Fortunately, no one has voted me off the island yet, but it is causing difficulties in staying in touch with everyone. While we are together we are coordinating activities, setting up snack, cleaning up snack, assisting with conflict, pasting up the newspaper, etc.

It is difficult to finish a conversation. So we would finish conversations by email. But then I went and got off the internet. This is making communications difficult.

OK, well I guess M. has never been a big e-mailer. We would always have to call her last year. In particular, A. seems stressed — whether this is caused in part or in full by more challenging coop communications, I don’t know. I like to think everything’s about me, anyway.

I’m officially a flaky homeschooler.

The good news: we finally laid out the first issue of The Blue Eagle newspaper together today at coop. C. was super-grumpy and needed to play alone, but the rest of the older kids and I did that.

Technology fails again


How can anyone say what happens, even if each of us
dips a pen a hundred million times into ink?

— Rumi, Essential Rumi, tr. Coleman Barks, p. 39



Technology fails again.

I have one client with whom my PDA has melted down repeatedly. Unfortunately she is also someone with whom I’ve had to reschedule repeatedly in the last year, and she is also a gifted practitioner with whom I’ve done a few sessions and to whom I was getting closer.

In December the PDA said I had appointments with her on Sunday afternoons from now until kingdom come. Today, on Entourage, it’s saying I have a polarity appointment with her every Sunday and a massage appointment every Wednesday until hell freezes over.

And day before yesterday, she showed up for a 7:15 pm appointment at the same time as someone else. After thinking it over, I realized that in wiping out the Wednesday “till kingdom come” appointments a few weeks ago, I also wiped out a legitimate appointment. I’m about ready to throw my PDA phone into Casco Bay.

I left her a message apologizing profusely and inviting her along for the PDA farewell ceremony.

The bug is in the Palm software on my phone — a buggy scheduling glitch that reflects a lack of understanding of how people like me might use this kind of software — and it completely sucks that overall it may end up costing me a friend.

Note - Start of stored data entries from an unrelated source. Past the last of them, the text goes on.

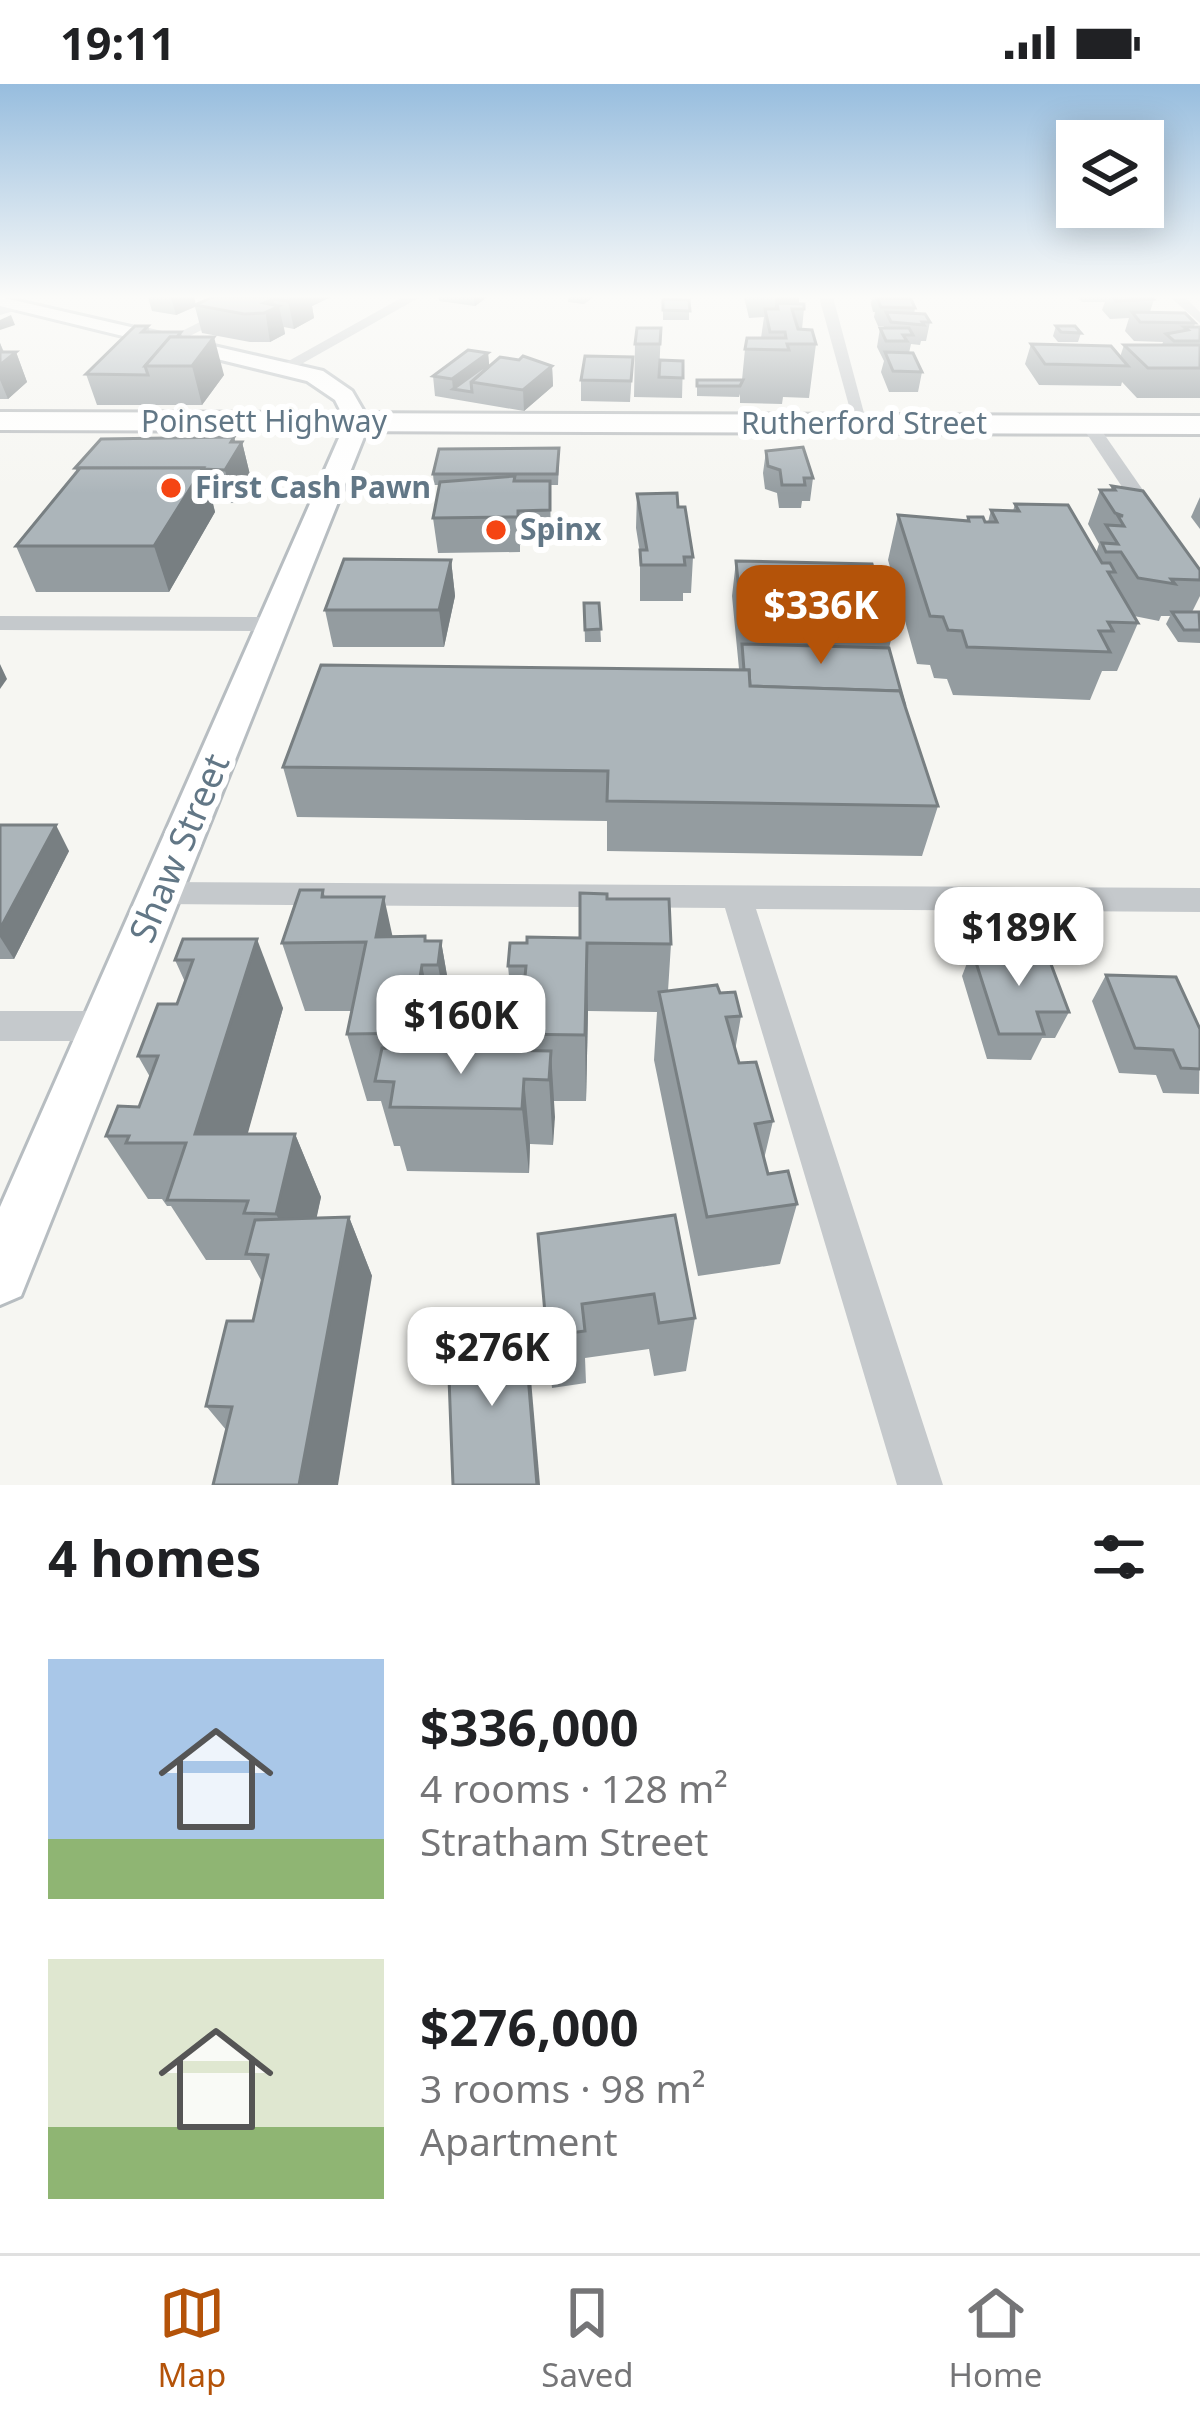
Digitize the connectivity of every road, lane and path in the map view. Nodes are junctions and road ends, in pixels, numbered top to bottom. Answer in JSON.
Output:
{"nodes":[{"id":1,"x":260,"y":362,"type":"edge"},
{"id":2,"x":294,"y":362,"type":"edge"},
{"id":3,"x":845,"y":362,"type":"edge"},
{"id":4,"x":284,"y":368,"type":"junction"},
{"id":5,"x":0,"y":422,"type":"edge"},
{"id":6,"x":358,"y":422,"type":"junction"},
{"id":7,"x":528,"y":423,"type":"joint"},
{"id":8,"x":862,"y":424,"type":"junction"},
{"id":9,"x":1088,"y":425,"type":"junction"},
{"id":10,"x":1200,"y":425,"type":"edge"},
{"id":11,"x":1162,"y":532,"type":"edge"},
{"id":12,"x":0,"y":623,"type":"edge"},
{"id":13,"x":273,"y":624,"type":"junction"},
{"id":14,"x":161,"y":893,"type":"junction"},
{"id":15,"x":737,"y":897,"type":"junction"},
{"id":16,"x":1200,"y":900,"type":"edge"},
{"id":17,"x":0,"y":1026,"type":"edge"},
{"id":18,"x":104,"y":1026,"type":"junction"},
{"id":19,"x":0,"y":1275,"type":"edge"},
{"id":20,"x":920,"y":1485,"type":"edge"}],
"edges":[{"from":1,"to":4,"type":"street"},
{"from":2,"to":4,"type":"street"},
{"from":3,"to":8,"type":"street"},
{"from":4,"to":6,"type":"street"},
{"from":5,"to":6,"type":"highway","name":"Poinsett Highway"},
{"from":6,"to":7,"type":"highway","name":"Poinsett Highway"},
{"from":6,"to":13,"type":"street","name":"Shaw Street"},
{"from":7,"to":8,"type":"highway","name":"Rutherford Street"},
{"from":8,"to":9,"type":"highway","name":"Rutherford Street"},
{"from":9,"to":10,"type":"highway","name":"Rutherford Street"},
{"from":9,"to":11,"type":"street"},
{"from":12,"to":13,"type":"street"},
{"from":13,"to":14,"type":"street","name":"Shaw Street"},
{"from":14,"to":15,"type":"street"},
{"from":14,"to":18,"type":"street","name":"Shaw Street"},
{"from":15,"to":16,"type":"street"},
{"from":15,"to":20,"type":"street"},
{"from":17,"to":18,"type":"street"},
{"from":18,"to":19,"type":"street","name":"Shaw Street"}]}
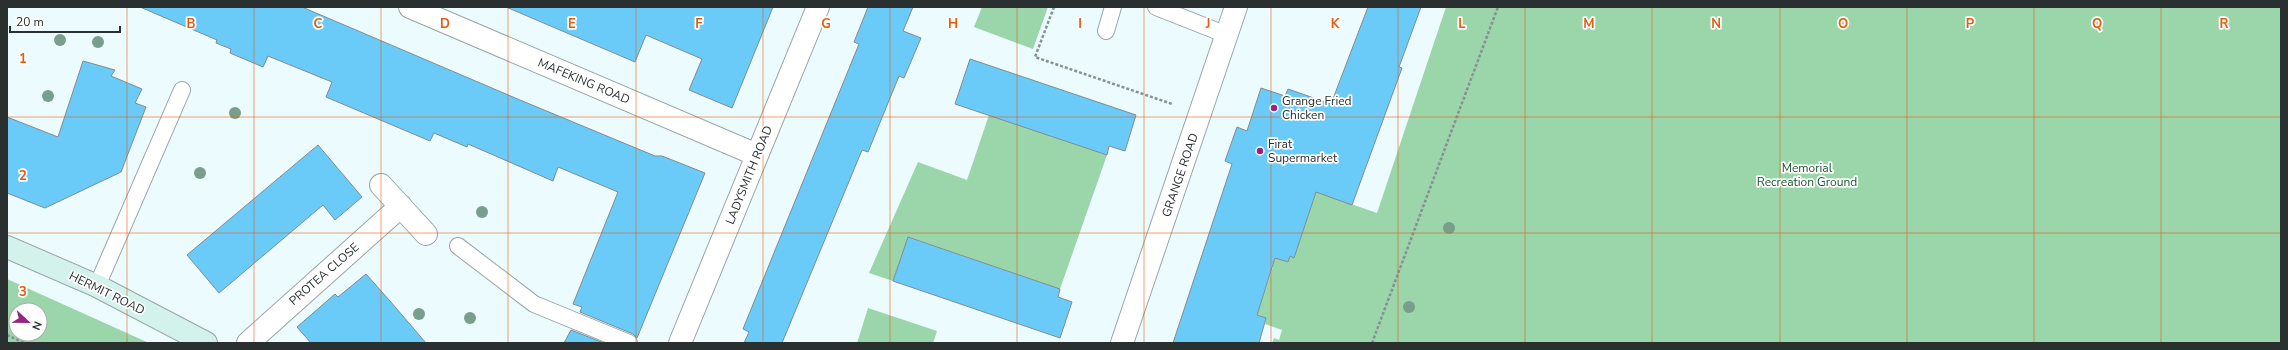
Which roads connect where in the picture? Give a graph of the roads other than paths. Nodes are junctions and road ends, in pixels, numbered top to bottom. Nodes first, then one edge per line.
1 (410, 7) edge
2 (818, 7) edge
3 (1113, 7) edge
4 (1156, 7) edge
5 (1236, 7) edge
6 (1106, 31) dead end
7 (1227, 35) junction
8 (182, 90) dead end
9 (757, 155) junction
10 (381, 184) dead end
11 (402, 206) junction
12 (426, 234) dead end
13 (458, 246) dead end
14 (7, 247) edge
15 (97, 286) junction
16 (206, 343) edge
17 (248, 343) edge
18 (629, 343) edge
19 (680, 343) edge
20 (1122, 343) edge

1 - 9 street, MAFEKING ROAD
2 - 9 street, LADYSMITH ROAD
3 - 6 lane
4 - 7 lane
5 - 7 street, GRANGE ROAD
7 - 20 street, GRANGE ROAD
8 - 15 lane
9 - 19 street, LADYSMITH ROAD
10 - 11 street
11 - 12 street
11 - 17 street, PROTEA CLOSE
13 - 18 lane
14 - 15 street, HERMIT ROAD
15 - 16 street, HERMIT ROAD

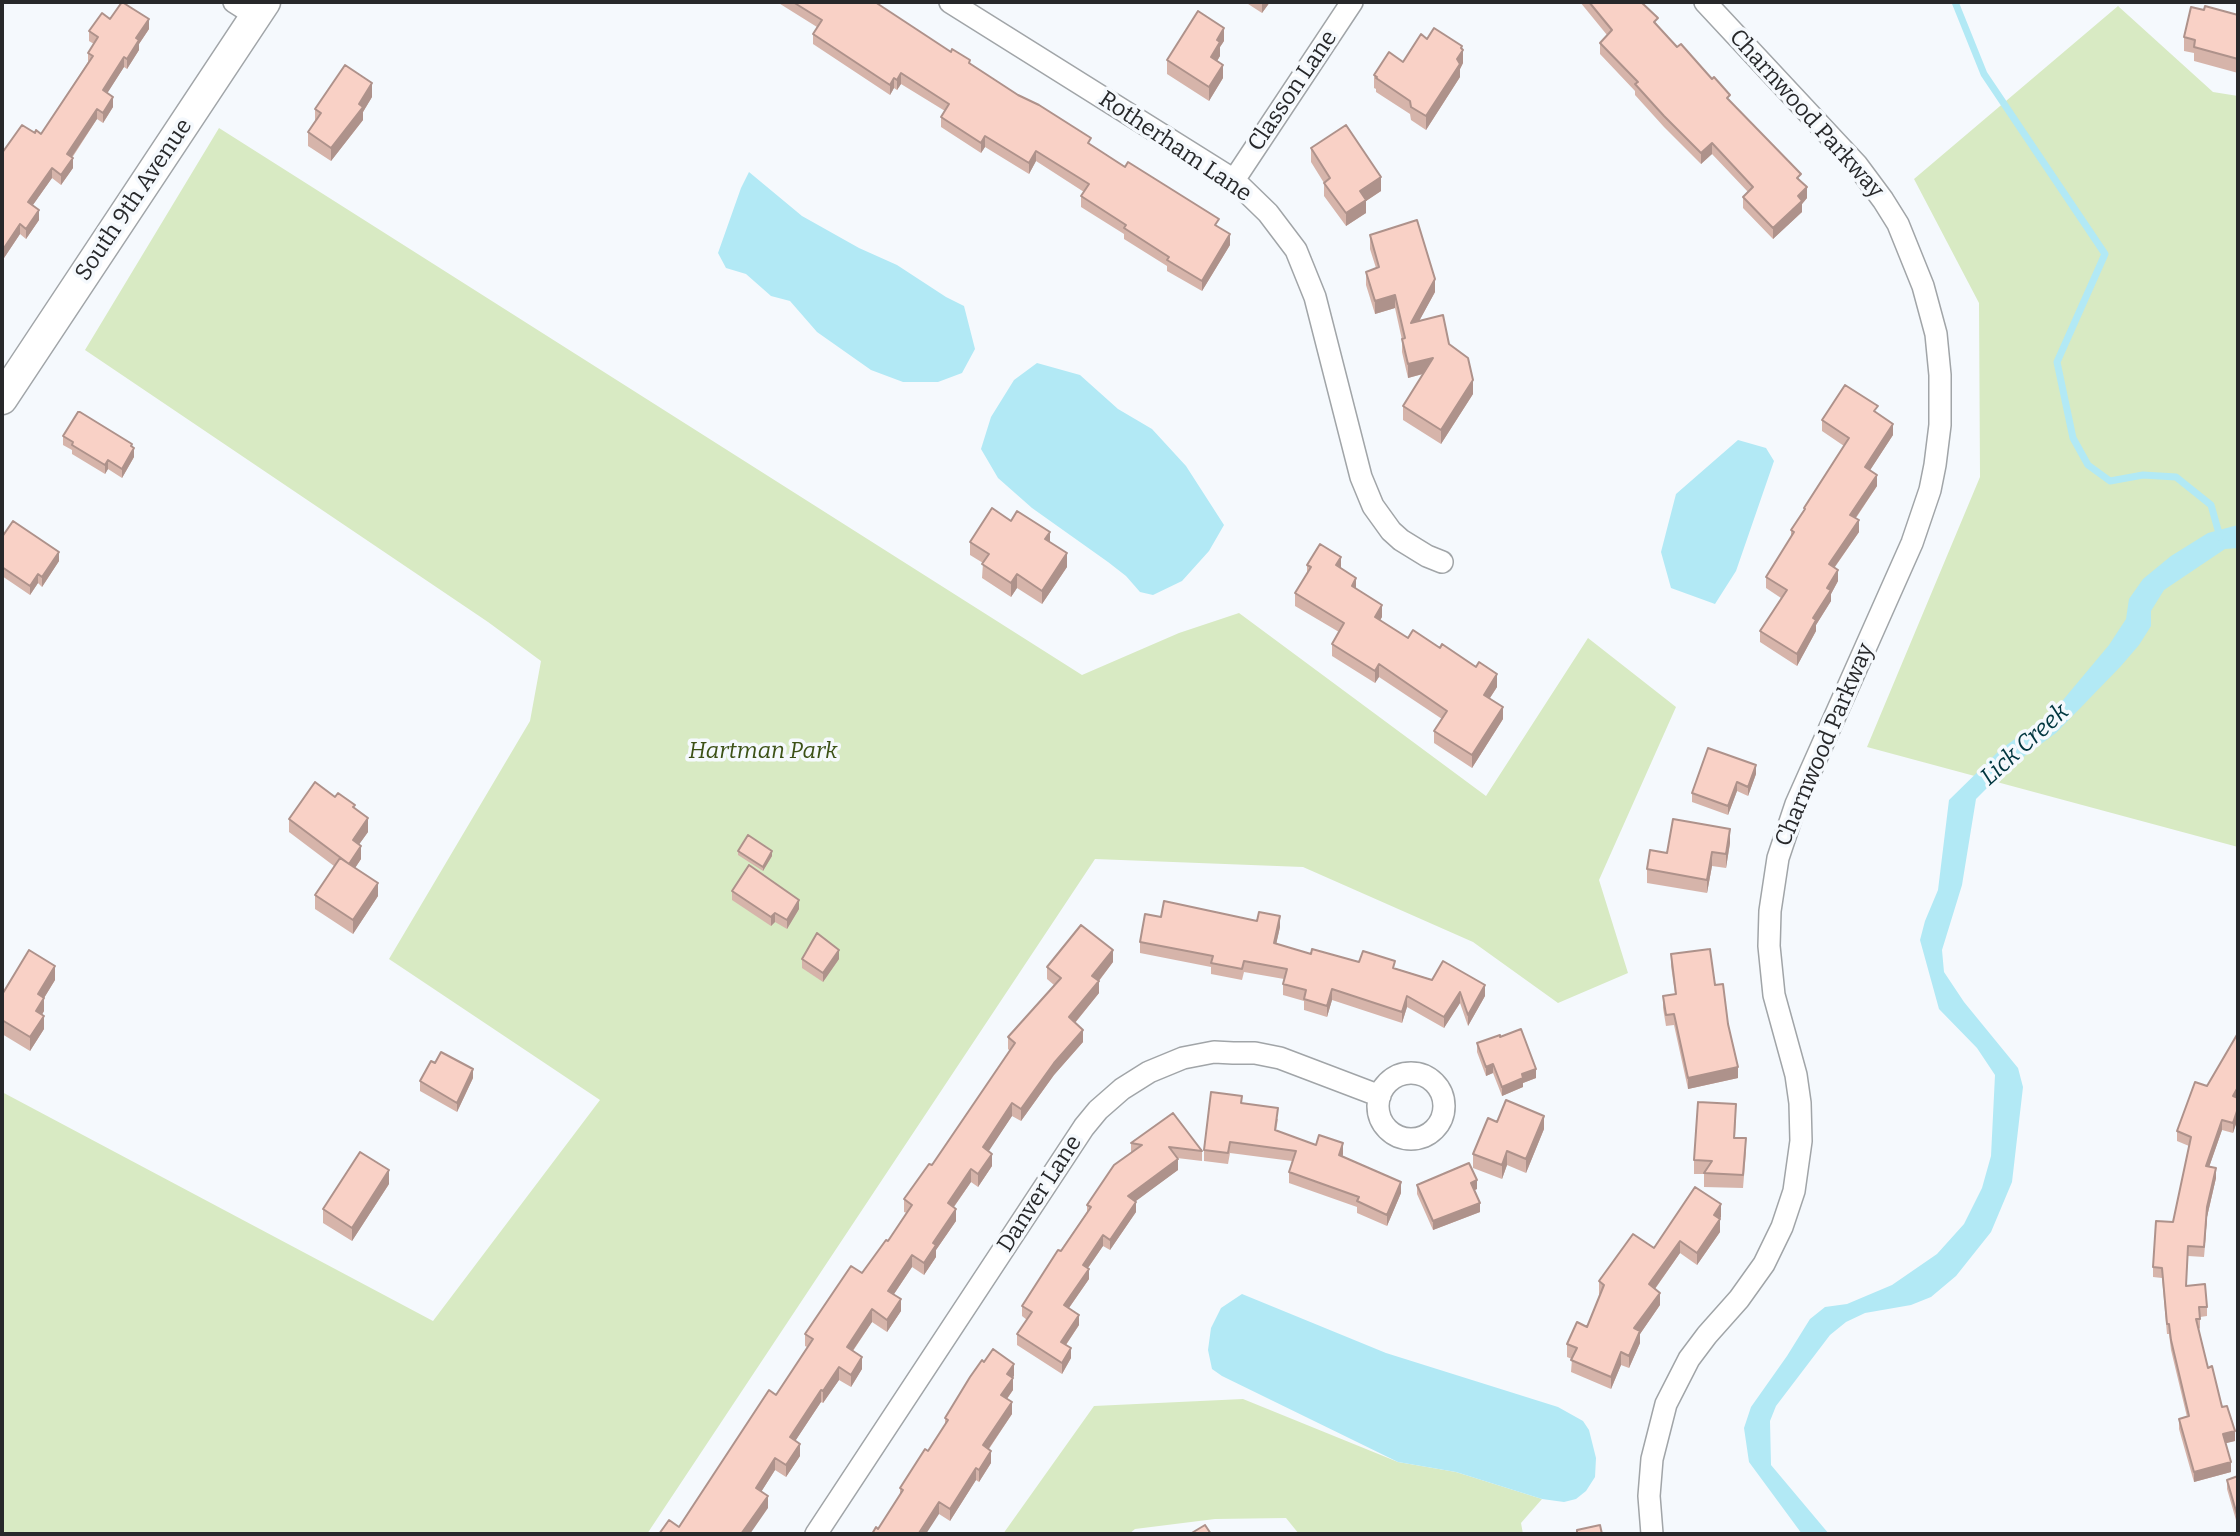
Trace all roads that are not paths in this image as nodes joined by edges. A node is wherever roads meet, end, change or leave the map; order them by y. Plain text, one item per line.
1 (1352, 2) edge
2 (1705, 2) edge
3 (957, 4) edge
4 (252, 6) edge
5 (1234, 180) junction
6 (2, 398) edge
7 (1442, 562) dead end
8 (1380, 1096) dead end
9 (816, 1534) edge
10 (1652, 1534) edge

1 - 5 street, Classon Lane
2 - 10 street, Charnwood Parkway
3 - 5 street, Rotherham Lane
4 - 6 street, South 9th Avenue
5 - 7 street, Rotherham Lane
8 - 9 street, Danver Lane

Psycho-spiritual distortion


Light again, and the one who brings light!
Change the way you live!

— Rumi, Essential Rumi, tr. Coleman Barks p. 38



psycho-spiritual distortion

spiritual distortion >>> psychological distortion >>> physical distortion

example:
spiritual distortion: I’m in charge of everything
leads to
psychological distortion: therefore I have to take care of and control everything
leads to
physical distortion: sloped, tight shoulders “weight of the world on my shoulders”, possibly leading to digestive problems (lower ribs continually leaning into upper digestive tract)

OR

spiritual distortion: I’m in charge of everything
leads to
psychological distortion: therefore I have to take care of and control everything
leads to
physical distortion: chest out, fists tight, low-back problems

We all suffer from some form of psycho-spiritual distortion; how does the internet feed this, capitalize on this?